Chinese AI startups have raised at least $420 million this month, defying a steep drop in fundraising in China’s tech sector amid the Covid-19 pandemic.
Why it matters: China’s AI firms have grown off the back the government’s drive to become a leader in the technology by 2020 but haven’t been immune to the outbreak of the flu-like virus.
- Nearly all facial recognition startups in China work with the country’s public security bureaus, which can be lucrative given authorities’ emphasis on domestic stability.
- Nevertheless, these contracts have taken a significant hit during the first quarter.
Details: Speech recognition firm AISpeech, AI chipmaker Intellifusion, and machine learning firm 4Paradigm have collectively raised $429 million since the beginning of April.
- 4Paradigm, which specializes in providing machine learning solutions to enterprises, announced on April 2 it had raised $230 million at a valuation of $2 billion.
- Days later, Intellifusion said it had completed a pre-IPO round worth RMB 1 billion ($141.4 million) to fund R & D of its algorithms and chips, among others.
- On Tuesday, speech recognition and analysis startup AISpeech announced its Series C, raising RMB 410 million.
- The investments come after a difficult first quarter.
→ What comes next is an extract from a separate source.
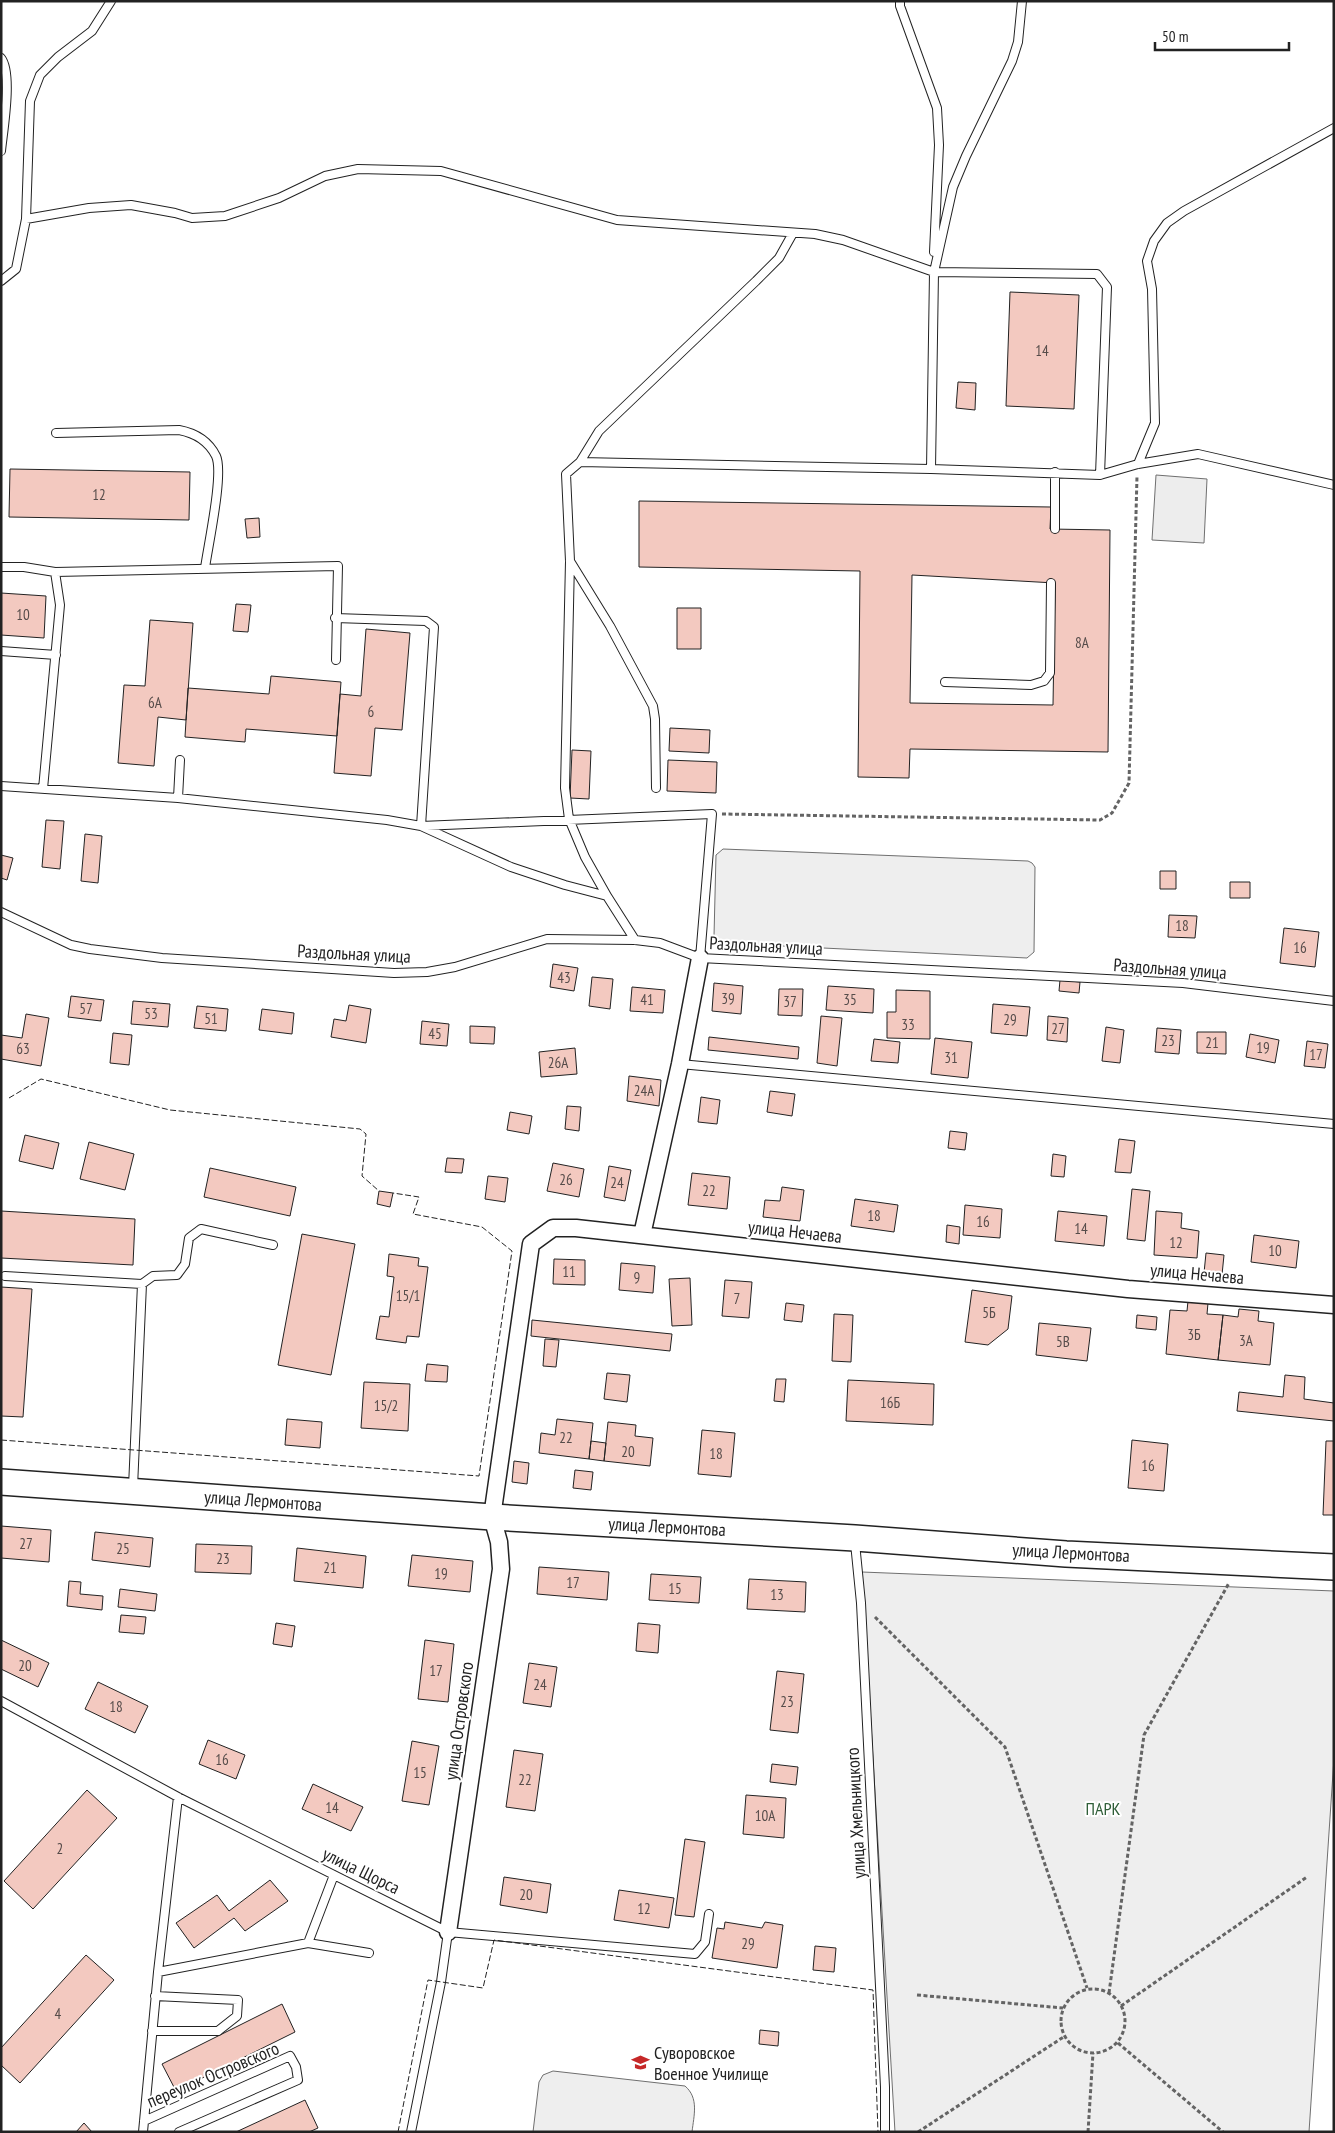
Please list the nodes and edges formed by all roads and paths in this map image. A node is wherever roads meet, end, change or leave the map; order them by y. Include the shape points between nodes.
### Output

Venture capital funding in China’s tech sector during the first quarter totaled RMB119.1 billion, down more than 30% year on year from RMB 173.6 billion, according to a recent report (in Chinese) by Itjuzi.com. The number of VC deals in the sector fell to 634 from 1,143 during the same period.
Context: Despite signs of a recovery in investor sentiment, the Covid-19 outbreak will likely have a significant impact on China’a AI firms, and the tech sector as a whole.
- In a bid to slow the spread of the virus, Beijing in late-January extended the Spring Festival holiday by more than a week. Even after the extension, many businesses in China allowed their employees to work from home.
- China’s AI companies will likely take a significant battering after the first quarter as their customers, including the government, tighten their belts after a difficult start to the year.